Telling Our Story: Collections
The museum holds in public trust over 12,000 objects donated to the City of Humboldt. Collectively, these artifacts tell the story of the development of Humboldt and area. They are objects that demonstrate everyday life, but represent ingenuity, accomplishments, suffering and the values of the people who built the community of Humboldt and surrounding area.
The collection includes:
- Artifacts from the Humboldt Telegraph Station (circa 1878–1885), located on the Carlton Trail, including those found through an archaeological investigation conducted in 1995 of the telegraph station site;
- One of the oldest collections of natural history specimens in the province, begun in the 1920s by the monks at St.
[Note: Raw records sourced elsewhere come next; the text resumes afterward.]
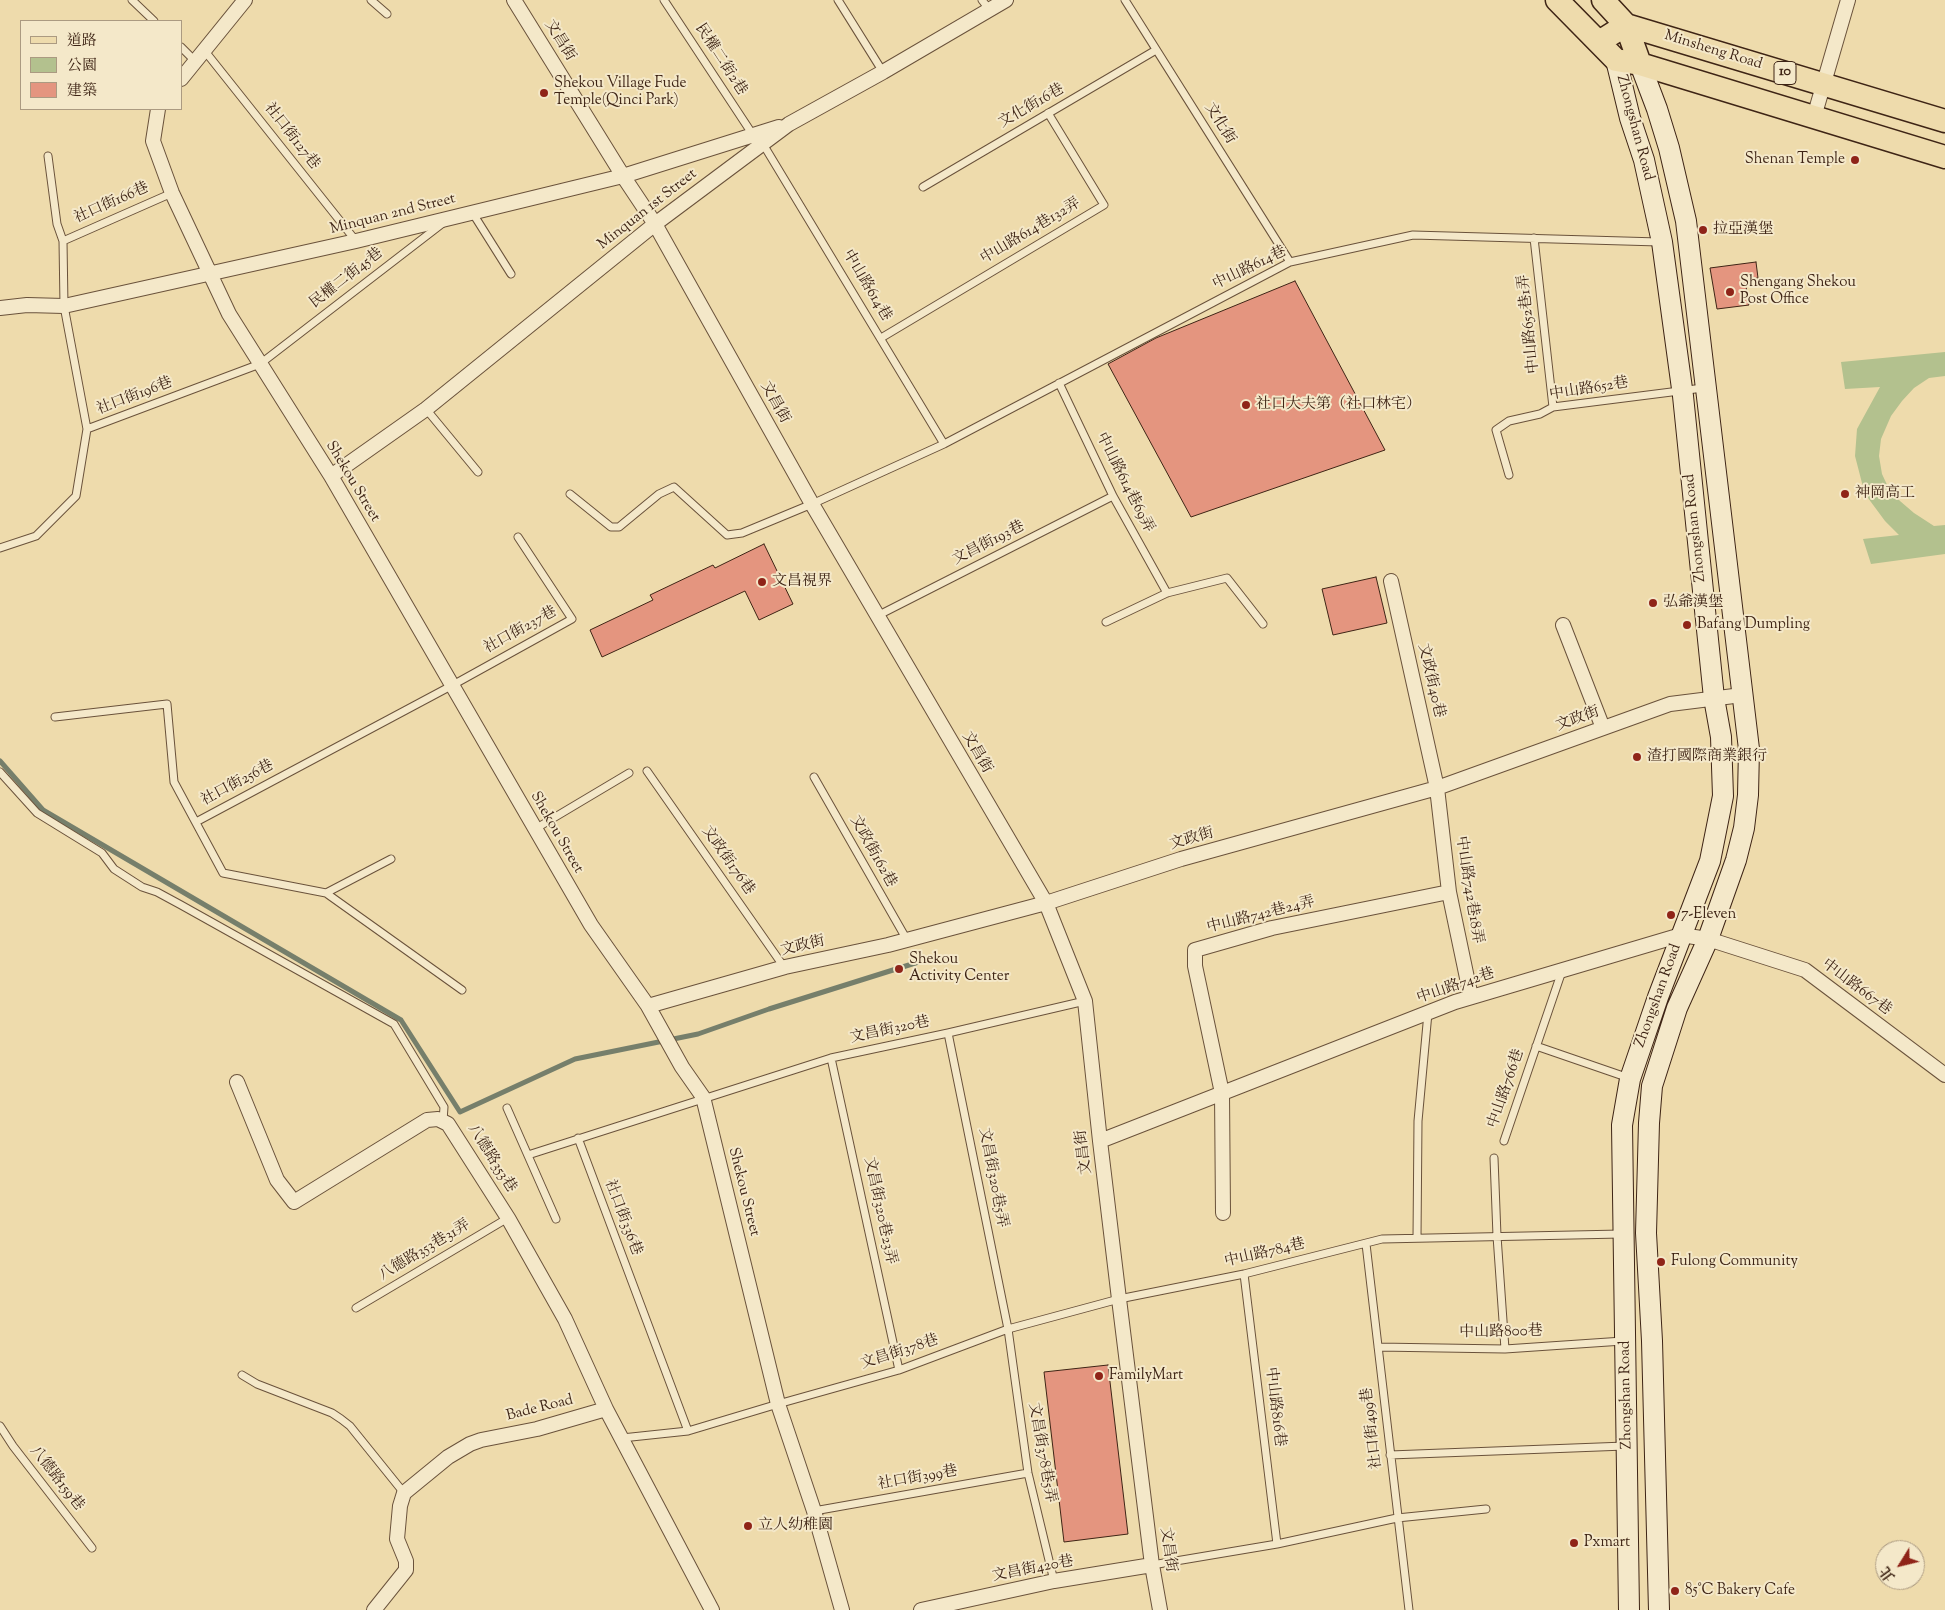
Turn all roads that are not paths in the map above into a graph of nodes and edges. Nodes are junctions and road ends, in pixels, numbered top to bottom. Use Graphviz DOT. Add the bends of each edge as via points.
graph roads {
  1 [pos="132,0"];
  2 [pos="245,0"];
  3 [pos="371,0"];
  4 [pos="514,0"];
  5 [pos="664,0"];
  6 [pos="838,0"];
  7 [pos="1006,0"];
  8 [pos="1125,0"];
  9 [pos="1556,0"];
  10 [pos="1603,0"];
  11 [pos="1848,0"];
  12 [pos="986,5"];
  13 [pos="387,14"];
  14 [pos="153,20"];
  15 [pos="1626,25"];
  16 [pos="1599,42"];
  17 [pos="182,48"];
  18 [pos="204,50"];
  19 [pos="1156,50"];
  20 [pos="1616,60"];
  21 [pos="196,61"];
  22 [pos="1640,64"];
  23 [pos="883,72"];
  24 [pos="182,78"];
  25 [pos="1823,84"];
  26 [pos="158,110"];
  27 [pos="1048,113"];
  28 [pos="1814,117"];
  29 [pos="1945,121"];
  30 [pos="758,139"];
  31 [pos="48,156"];
  32 [pos="1945,157"];
  33 [pos="623,176"];
  34 [pos="922,187"];
  35 [pos="172,193"];
  36 [pos="472,212"];
  37 [pos="451,217"];
  38 [pos="655,224"];
  39 [pos="1534,238"];
  40 [pos="63,241"];
  41 [pos="356,241"];
  42 [pos="1662,242"];
  43 [pos="1290,262"];
  44 [pos="210,274"];
  45 [pos="511,274"];
  46 [pos="64,306"];
  47 [pos="0,308"];
  48 [pos="881,338"];
  49 [pos="260,364"];
  50 [pos="1059,382"];
  51 [pos="1706,387"];
  52 [pos="1682,390"];
  53 [pos="1553,407"];
  54 [pos="426,409"];
  55 [pos="87,429"];
  56 [pos="944,444"];
  57 [pos="478,472"];
  58 [pos="1508,474"];
  59 [pos="331,476"];
  60 [pos="570,494"];
  61 [pos="1113,496"];
  62 [pos="812,504"];
  63 [pos="518,537"];
  64 [pos="0,548"];
  65 [pos="1391,581"];
  66 [pos="1167,594"];
  67 [pos="877,616"];
  68 [pos="1106,622"];
  69 [pos="1263,624"];
  70 [pos="1563,625"];
  71 [pos="451,686"];
  72 [pos="1742,695"];
  73 [pos="1714,698"];
  74 [pos="55,717"];
  75 [pos="1603,728"];
  76 [pos="647,771"];
  77 [pos="0,772"];
  78 [pos="629,773"];
  79 [pos="814,777"];
  80 [pos="1437,788"];
  81 [pos="196,822"];
  82 [pos="535,829"];
  83 [pos="390,859"];
  84 [pos="1449,892"];
  85 [pos="326,893"];
  86 [pos="1046,903"];
  87 [pos="1681,935"];
  88 [pos="906,940"];
  89 [pos="1708,940"];
  90 [pos="785,967"];
  91 [pos="1562,970"];
  92 [pos="462,990"];
  93 [pos="1471,998"];
  94 [pos="1086,1001"];
  95 [pos="648,1006"];
  96 [pos="1428,1013"];
  97 [pos="948,1033"];
  98 [pos="1536,1046"];
  99 [pos="832,1058"];
  100 [pos="1945,1075"];
  101 [pos="1630,1079"];
  102 [pos="237,1082"];
  103 [pos="1222,1093"];
  104 [pos="703,1097"];
  105 [pos="507,1108"];
  106 [pos="443,1121"];
  107 [pos="578,1138"];
  108 [pos="1100,1141"];
  109 [pos="1504,1141"];
  110 [pos="528,1154"];
  111 [pos="1494,1158"];
  112 [pos="1223,1213"];
  113 [pos="508,1218"];
  114 [pos="556,1219"];
  115 [pos="1624,1234"];
  116 [pos="1497,1236"];
  117 [pos="1417,1238"];
  118 [pos="1366,1244"];
  119 [pos="1244,1274"];
  120 [pos="1119,1298"];
  121 [pos="356,1308"];
  122 [pos="1008,1329"];
  123 [pos="1626,1340"];
  124 [pos="1378,1347"];
  125 [pos="1504,1349"];
  126 [pos="899,1370"];
  127 [pos="242,1375"];
  128 [pos="778,1404"];
  129 [pos="606,1409"];
  130 [pos="0,1426"];
  131 [pos="688,1431"];
  132 [pos="622,1438"];
  133 [pos="1628,1446"];
  134 [pos="1390,1455"];
  135 [pos="1028,1473"];
  136 [pos="404,1493"];
  137 [pos="1486,1509"];
  138 [pos="814,1512"];
  139 [pos="1397,1518"];
  140 [pos="1277,1544"];
  141 [pos="92,1548"];
  142 [pos="1152,1565"];
  143 [pos="1054,1581"];
  144 [pos="961,1606"];
  145 [pos="374,1610"];
  146 [pos="712,1610"];
  147 [pos="842,1610"];
  148 [pos="920,1610"];
  149 [pos="1160,1610"];
  150 [pos="1409,1610"];
  151 [pos="1629,1610"];
  152 [pos="1659,1610"];
  1 -- 14 [label="lane"];
  2 -- 18 [label="street"];
  3 -- 13 [label="lane"];
  4 -- 33 [label="street, 文昌街"];
  5 -- 30 [label="lane, 民權二街2巷"];
  6 -- 23 [label="lane"];
  7 -- 12 [label="street, Minquan 1st Street"];
  8 -- 19 [label="lane, 文化街"];
  9 -- 16 [label="main road, Zhongshan Road"];
  10 -- 15 [label="main road, Zhongshan Road"];
  11 -- 25 [label="street"];
  12 -- 23 [label="street, Minquan 1st Street"];
  15 -- 16 [label="main road"];
  15 -- 22 [label="main road, Zhongshan Road"];
  15 -- 25 [label="main road, Minsheng Road / 10"];
  16 -- 20 [label="main road, Zhongshan Road"];
  17 -- 21 [label="lane"];
  18 -- 21 [label="street"];
  18 -- 41 [label="lane, 社口街127巷"];
  19 -- 27 [label="lane, 文化街16巷"];
  19 -- 43 [label="lane, 文化街"];
  20 -- 22 [label="main road, 10"];
  20 -- 42 [label="street, Zhongshan Road" via="1644,160"];
  21 -- 24 [label="street"];
  22 -- 28 [label="main road, 10"];
  22 -- 51 [label="street, Zhongshan Road" via="1669,148 1686,220"];
  23 -- 30 [label="street, Minquan 1st Street"];
  25 -- 28 [label="street"];
  25 -- 29 [label="main road, Minsheng Road / 10"];
  26 -- 35 [label="street, Shekou Street" via="153,140"];
  27 -- 34 [label="lane, 文化街16巷"];
  27 -- 48 [label="lane, 中山路614巷132弄" via="1104,205"];
  28 -- 32 [label="main road, 10"];
  30 -- 33 [label="street, Minquan 2nd Street"];
  30 -- 38 [label="street, Minquan 1st Street"];
  30 -- 48 [label="lane, 中山路614巷"];
  31 -- 40 [label="lane" via="57,224"];
  33 -- 36 [label="street, Minquan 2nd Street"];
  33 -- 38 [label="street, 文昌街"];
  35 -- 40 [label="lane, 社口街166巷"];
  35 -- 44 [label="street, Shekou Street"];
  36 -- 37 [label="street, Minquan 2nd Street"];
  36 -- 45 [label="lane"];
  37 -- 41 [label="street, Minquan 2nd Street"];
  37 -- 49 [label="lane, 民權二街45巷"];
  38 -- 54 [label="street, Minquan 1st Street"];
  38 -- 62 [label="street, 文昌街"];
  39 -- 42 [label="lane, 中山路614巷"];
  39 -- 43 [label="lane, 中山路614巷" via="1413,236"];
  39 -- 53 [label="lane, 中山路652巷1弄"];
  40 -- 46 [label="lane"];
  41 -- 44 [label="street, Minquan 2nd Street"];
  42 -- 52 [label="street, Zhongshan Road"];
  43 -- 50 [label="lane, 中山路614巷"];
  44 -- 46 [label="street, Minquan 2nd Street"];
  44 -- 49 [label="street, Shekou Street" via="229,314"];
  46 -- 47 [label="street, Minquan 2nd Street"];
  46 -- 55 [label="lane"];
  48 -- 56 [label="lane, 中山路614巷"];
  49 -- 55 [label="lane, 社口街196巷"];
  49 -- 59 [label="street, Shekou Street"];
  50 -- 56 [label="lane, 中山路614巷"];
  50 -- 61 [label="lane, 中山路614巷69弄"];
  51 -- 52 [label="lane, 中山路652巷"];
  51 -- 72 [label="street, Zhongshan Road"];
  52 -- 53 [label="lane, 中山路652巷"];
  52 -- 73 [label="street, Zhongshan Road"];
  53 -- 58 [label="lane, 中山路652巷" via="1540,414 1509,421 1496,430"];
  54 -- 57 [label="lane"];
  54 -- 59 [label="street, Minquan 1st Street"];
  55 -- 64 [label="lane, 社口街196巷" via="76,496 36,536"];
  56 -- 62 [label="lane, 中山路614巷"];
  59 -- 71 [label="street, Shekou Street"];
  60 -- 62 [label="lane, 中山路614巷" via="611,527 619,527 659,494 674,487 727,535 742,533"];
  61 -- 66 [label="lane, 中山路614巷69弄"];
  61 -- 67 [label="lane, 文昌街193巷"];
  62 -- 67 [label="street, 文昌街"];
  63 -- 71 [label="lane, 社口街237巷" via="572,619"];
  65 -- 80 [label="street, 文政街40巷"];
  66 -- 68 [label="lane"];
  66 -- 69 [label="lane" via="1227,578"];
  67 -- 86 [label="street, 文昌街"];
  70 -- 75 [label="street"];
  71 -- 81 [label="lane, 社口街256巷"];
  71 -- 82 [label="street, Shekou Street"];
  72 -- 73 [label="street, 文政街"];
  72 -- 89 [label="street, Zhongshan Road" via="1749,749 1744,828"];
  73 -- 75 [label="street, 文政街" via="1670,704"];
  73 -- 87 [label="street, Zhongshan Road" via="1721,737 1723,796 1710,861"];
  74 -- 81 [label="lane" via="167,704 174,782"];
  75 -- 80 [label="street, 文政街"];
  76 -- 90 [label="lane, 文政街176巷"];
  77 -- 106 [label="lane" via="36,813 102,853 114,869 142,887 181,905 394,1024 444,1107"];
  78 -- 82 [label="lane"];
  79 -- 88 [label="lane, 文政街162巷"];
  80 -- 84 [label="street, 中山路742巷18弄"];
  80 -- 86 [label="street, 文政街" via="1181,860"];
  81 -- 85 [label="lane, 社口街256巷" via="223,873"];
  82 -- 95 [label="street, Shekou Street" via="591,925"];
  83 -- 85 [label="lane"];
  84 -- 93 [label="street, 中山路742巷18弄"];
  84 -- 103 [label="street, 中山路742巷24弄" via="1272,928 1195,950 1195,966"];
  85 -- 92 [label="lane, 社口街256巷"];
  86 -- 88 [label="street, 文政街"];
  86 -- 94 [label="street, 文昌街"];
  87 -- 89 [label="street, 中山路742巷"];
  87 -- 91 [label="street, 中山路742巷"];
  87 -- 101 [label="street, Zhongshan Road"];
  88 -- 90 [label="street, 文政街"];
  89 -- 100 [label="street, 中山路667巷" via="1805,970"];
  89 -- 152 [label="street, Zhongshan Road" via="1678,1008 1652,1086 1649,1123 1646,1233"];
  90 -- 95 [label="street, 文政街"];
  91 -- 93 [label="street, 中山路742巷"];
  91 -- 98 [label="lane, 中山路766巷"];
  93 -- 96 [label="street, 中山路742巷"];
  94 -- 97 [label="lane, 文昌街320巷"];
  94 -- 108 [label="street, 文昌街"];
  95 -- 104 [label="street, Shekou Street"];
  96 -- 103 [label="street, 中山路742巷"];
  96 -- 117 [label="lane" via="1418,1121"];
  97 -- 99 [label="lane, 文昌街320巷"];
  97 -- 122 [label="lane, 文昌街320巷5弄"];
  98 -- 101 [label="lane, 中山路766巷"];
  98 -- 109 [label="lane, 中山路766巷"];
  99 -- 104 [label="lane, 文昌街320巷"];
  99 -- 126 [label="lane, 文昌街320巷23弄"];
  101 -- 115 [label="street, Zhongshan Road" via="1622,1125"];
  102 -- 106 [label="street, 八德路353巷" via="277,1180 294,1202 427,1120"];
  103 -- 108 [label="street, 中山路742巷"];
  103 -- 112 [label="street"];
  104 -- 107 [label="lane"];
  104 -- 128 [label="street, Shekou Street"];
  105 -- 110 [label="lane"];
  106 -- 113 [label="street, 八德路353巷" via="452,1128"];
  107 -- 110 [label="lane"];
  107 -- 131 [label="lane, 社口街336巷"];
  108 -- 120 [label="street, 文昌街"];
  110 -- 114 [label="lane"];
  111 -- 116 [label="lane"];
  113 -- 121 [label="lane, 八德路353巷31弄"];
  113 -- 129 [label="street, 八德路353巷" via="565,1320"];
  115 -- 116 [label="lane, 中山路784巷"];
  115 -- 123 [label="street, Zhongshan Road"];
  116 -- 117 [label="lane, 中山路784巷"];
  116 -- 125 [label="lane"];
  117 -- 118 [label="lane, 中山路784巷" via="1382,1239"];
  118 -- 119 [label="lane, 中山路784巷"];
  118 -- 124 [label="lane, 社口街499巷"];
  119 -- 120 [label="lane, 中山路784巷"];
  119 -- 140 [label="lane, 中山路816巷"];
  120 -- 122 [label="lane, 文昌街378巷"];
  120 -- 142 [label="street, 文昌街"];
  122 -- 126 [label="lane, 文昌街378巷"];
  122 -- 135 [label="lane, 文昌街378巷5弄"];
  123 -- 125 [label="lane, 中山路800巷"];
  123 -- 133 [label="street, Zhongshan Road"];
  124 -- 125 [label="lane, 中山路800巷"];
  124 -- 134 [label="lane, 社口街499巷"];
  126 -- 128 [label="lane, 文昌街378巷"];
  127 -- 136 [label="lane" via="341,1419"];
  128 -- 131 [label="lane, 文昌街378巷"];
  128 -- 138 [label="street, Shekou Street"];
  129 -- 132 [label="street"];
  129 -- 136 [label="street, Bade Road" via="470,1444 448,1457"];
  130 -- 141 [label="lane, 八德路159巷"];
  131 -- 132 [label="lane, 文昌街378巷"];
  132 -- 146 [label="street"];
  133 -- 134 [label="lane"];
  133 -- 151 [label="street, Zhongshan Road"];
  134 -- 139 [label="lane, 社口街499巷"];
  135 -- 138 [label="lane, 社口街399巷"];
  135 -- 143 [label="lane, 文昌街378巷5弄"];
  136 -- 145 [label="street" via="397,1539 406,1561 406,1570"];
  137 -- 139 [label="lane"];
  138 -- 147 [label="street, Shekou Street"];
  139 -- 140 [label="lane"];
  139 -- 150 [label="lane, 社口街499巷"];
  140 -- 142 [label="lane"];
  142 -- 143 [label="street, 文昌街420巷"];
  142 -- 149 [label="street, 文昌街"];
  143 -- 144 [label="street, 文昌街420巷"];
  144 -- 148 [label="street, 文昌街420巷"];
}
Peter’s Abbey;
- Items relating to the spiritual guidance by the Benedictine monks, educational role of the Ursuline Sisters and the impact on health care by the Elizabethan sisters;
- Early settlement era, including themes of transportation, communication, family life and community organizations;
- Memorabilia from businesses and events of Humboldt’s past;
- The development of Humboldt from the early pioneers to present time.
Consider a donation
If you have an artifact that would assist in telling Humboldt’s story, please consider making a donation to the museum’s collection.
Photo above right: This stain glass window, Sing to the Lord, graces the main floor of the museum. It was originally installed in 1963 in the Chapel of the Ursuline Convent in Bruno.
Photo right: These boots were worn by John Boehm when he was struck dead by lightning in 1907.